Usually he'd be made aware of a potentially bad situation by the raising of the hairs on his neck and arms. Or his stomach would tense and with each tense send electric like impulses coursing through his body. But never before had his body reacted like this.
He took deep breaths, swallowing down scents of urine and ever lingering gases, a consequence of a digestive system clogged by fast food. Each breath of the nauseating air brought him a step closer to bodily control, a step closer to finding out the reason for his bodies sudden noncooperation.
He was scared though, feeling a type of fear he hadn't felt for years. The only time he'd come close to this feeling like this is when he had walked into his house one late evening and found two men with black masks and long shot guns waiting in darkness for him. Similar to this time his body had tried to prewarn him of the situation waiting for him at home. As his hands had seized up on him when trying to exit his car.
Divine intervention through the help of patrolling police was the only way he managed to get through that situation. His pondering mind could only imagine the horrors that laid in wait for him beyond the toilet door. As if in response his body shock with a cold tremble. Yet he knew he couldn't remain in the confines of the toilet forever, and as he peered at the door he was no longer getting a sense of danger, the inner part of him that he was sure somewhere connected to a higher being or higher existence let him know that for now the path was all clear.
With careful steps he made his way quietly to the toilet door, his Jordan's making no sound on the white of the tiled floor. He reached his hands towards the handle of the door, slowly gripping the handle into a tensed fist. With one last deep breath he opened the door and opened into the world of Saturday morning Asda shopping.
He gazed and surveyed around intently as he was unwilling to believe what he was seeing, his eyes narrowed in disbelief while his mouth opened into a "What the F!" type expression. As it was 11 am on a Saturday, and not a single soul could he find in the supermarket. Not a customer, not a child, not even a security guard who was known for following customers around. What made the situation even worse was that it was clear that something was up. Trolleys full with food were in aisles and at checkout points. Baskets brimming with fruits, milk and the snuck in pages of a princess magazine was common all over the store. But there was no people.

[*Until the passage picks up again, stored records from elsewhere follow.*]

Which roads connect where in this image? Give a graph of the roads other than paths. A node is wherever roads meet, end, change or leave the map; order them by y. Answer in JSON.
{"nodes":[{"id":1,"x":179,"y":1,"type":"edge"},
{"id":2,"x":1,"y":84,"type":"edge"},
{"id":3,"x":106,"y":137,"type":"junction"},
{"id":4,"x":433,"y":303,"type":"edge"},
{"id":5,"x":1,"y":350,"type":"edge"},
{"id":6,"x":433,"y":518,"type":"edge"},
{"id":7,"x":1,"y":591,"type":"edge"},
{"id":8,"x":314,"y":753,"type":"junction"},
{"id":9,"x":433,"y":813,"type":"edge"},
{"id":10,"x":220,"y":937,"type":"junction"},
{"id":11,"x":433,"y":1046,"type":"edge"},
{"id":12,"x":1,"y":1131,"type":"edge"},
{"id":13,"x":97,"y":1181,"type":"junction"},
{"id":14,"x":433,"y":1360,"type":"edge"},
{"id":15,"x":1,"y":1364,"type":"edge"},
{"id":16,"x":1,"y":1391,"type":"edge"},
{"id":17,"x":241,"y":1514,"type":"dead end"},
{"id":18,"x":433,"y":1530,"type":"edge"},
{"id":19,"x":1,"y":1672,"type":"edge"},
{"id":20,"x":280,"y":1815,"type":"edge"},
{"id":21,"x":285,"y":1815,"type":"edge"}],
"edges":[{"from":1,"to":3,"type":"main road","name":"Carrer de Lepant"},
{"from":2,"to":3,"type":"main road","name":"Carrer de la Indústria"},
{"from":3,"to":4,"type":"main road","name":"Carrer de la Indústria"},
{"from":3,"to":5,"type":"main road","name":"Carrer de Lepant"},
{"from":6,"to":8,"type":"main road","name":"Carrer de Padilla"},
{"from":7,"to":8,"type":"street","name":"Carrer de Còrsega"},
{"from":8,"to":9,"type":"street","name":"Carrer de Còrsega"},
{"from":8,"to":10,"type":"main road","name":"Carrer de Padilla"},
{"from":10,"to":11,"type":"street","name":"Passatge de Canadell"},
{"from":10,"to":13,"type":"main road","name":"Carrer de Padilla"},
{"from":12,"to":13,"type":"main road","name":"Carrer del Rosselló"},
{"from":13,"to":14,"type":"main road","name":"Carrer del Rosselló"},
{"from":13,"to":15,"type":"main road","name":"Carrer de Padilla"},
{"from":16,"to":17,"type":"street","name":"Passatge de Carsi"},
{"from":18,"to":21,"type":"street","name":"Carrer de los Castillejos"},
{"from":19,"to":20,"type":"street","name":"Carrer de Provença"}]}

He stood around in silent shock, his 5ft 10 frame in total stillness similar to the human statues you'd find a long London's South Bank. The silence of the place was deafening, playing with his mind, as the current scene simply made no sense. How was ASDA empty on a Saturday morning, the most popular day of the week.
For a long time he'd known that the sixth sense he'd been gifted with was to always be listened to, as it was always proved right. Always. So as a familiar feeling of danger awoke his senses, his self preservation system kicked into gear and without word he walked quickly towards the exit, his pace increasing greatly as he got the feeling of eyes watching him, of eyes curious, observing his movements and determining the best course of action.
He broke into a full sprint racing past the automatic doors of the front entrance. Racing towards the outside world, racing towards a world that he hoped would be the same as what it was just 5 minutes ago.
Abruptly he stopped running when he reached outside. The feelings of being watched, of being chased were now no longer important, because as he looked up into the sky he realised instantly that things would never be the same again.